Monday, February 1, 2010

Bob Solow Dismisses High Frequency Trading

At the end of his review on this week's latest book on the recent economic crisis, liberal economist Bob Solow brings in this observation:
I have read that a firm such as Goldman Sachs has made very large profits from having devised ways to spot and carry out favorable transactions minutes or even seconds before the next most clever competitor can make a move...

Now ask yourself: can it make any serious difference to the real economy whether one of those profitable anomalies is discovered now or a half-minute from now? It can be enormously profitable to the financial services industry, but that may represent just a transfer of wealth from one person or group to another. It remains hard to believe that it all adds anything much to the efficiency with which the real economy generates and improves our standard of living.

This kind of reasoning has been going on for a long time, and while introspection is useful, it's really not good for figuring out what other people should do. Some guy thinks to himself, 'what's the use of that?', and decides the world would be a better place not only without that activity, but the people who actually got rewarded encouraging such frivolous activities. Tthe fact that one guy in Boston can't fathom how something helps the world seems rather unsurprising.

I'll say for the record that I think Puff Daddy is a waste of resources--I have no need for him, and can't understand his celebrity. There are many activities I not only don't do, I judgmentally think people waste time when they do them, but I'm not so arrogant to think that really means they must do something else. It took us decades to figure out that altruism could be based on enlightened self-interest (iterated prisoner's dilemma, reciprocal altruism), so it's a good idea not to throw something out merely because we haven't figured out its benefit in 'the big picture'.

A famous article in 1962 by Fisher, Griliches, and Kaysen (The Costs of Automobile Model Changes since 1949, JPE), argued that the improvements in cars from 1949 were all a waste! Using exacting logic, they noted one could have bought the same 1949 car for $700 less in 1961, and could have used that money to buy coats for the poor or some other 'obviously' better use (after all, 1949 car got from A to B just like the fancy 1962 ones). But, then, one could say the same thing about books: 99.99% of everything written today was said better previously by someone else. Better those people serve the poor or something more obvious than engage in frivolous or redundant work. One could go on and on, because most of the internet is frivolous (porn, games), much liesure activity pointless (football?), etc.

The only problem is with this insight is it isn't obvious how to spend money 'wisely', on say obvious public goods. For example, In the 1990's an activist Kansas City judge decided to mandate the state pay for a first class shool system. The results were typical:
Kansas City spent as much as $11,700 per pupil--more money per pupil, on a cost of living adjusted basis, than any other of the 280 largest districts in the country. The money bought higher teachers' salaries, 15 new schools, and such amenities as an Olympic-sized swimming pool with an underwater viewing room, television and animation studios, a robotics lab, a 25-acre wildlife sanctuary, a zoo, a model United Nations with simultaneous translation capability, and field trips to Mexico and Senegal. The student-teacher ratio was 12 or 13 to 1, the lowest of any major school district in the country.

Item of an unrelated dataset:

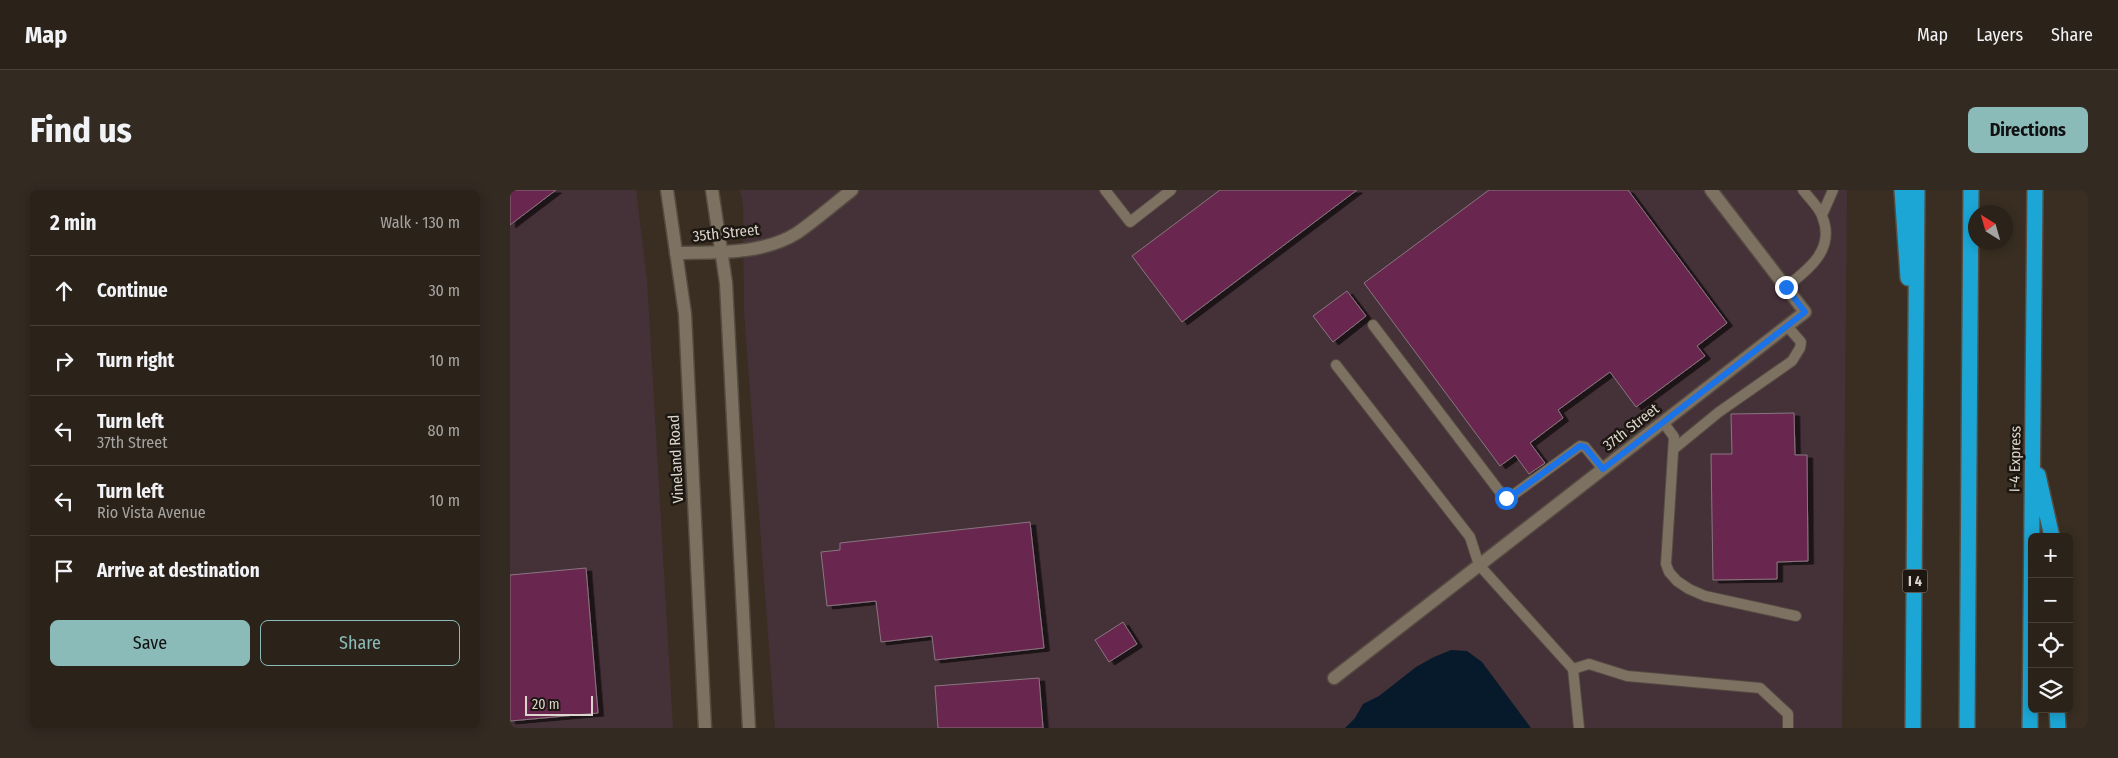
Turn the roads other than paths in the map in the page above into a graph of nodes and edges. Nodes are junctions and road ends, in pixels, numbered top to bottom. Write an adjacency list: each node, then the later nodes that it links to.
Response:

The results were dismal. Test scores did not rise; the black-white gap did not diminish; and there was less, not greater, integration

William Easterly has discussed the issues of international aid, and how over $2 Trillion dollars have basically been flushed down the toilet. So, good intentions are neither necessary (the unintended benefits of self-interest) or sufficient (charity).

I think it's much better to let people spend their money the way they want (with a few exceptions), and equally importantly make money the way they want. It's a good thing that American car companies, in 1962, didn't think the 1949 model was 'good enough' and then spend it on something obviously of public good, like aid to Africa, or public housing. Such thinking leads to zero productivity growth, and without productivity, we can't pay for things like, public pensions, or actually create things we find really elevating (like the Large Hadron Collider, or Al Gore's Nobel prize winning power point presentation).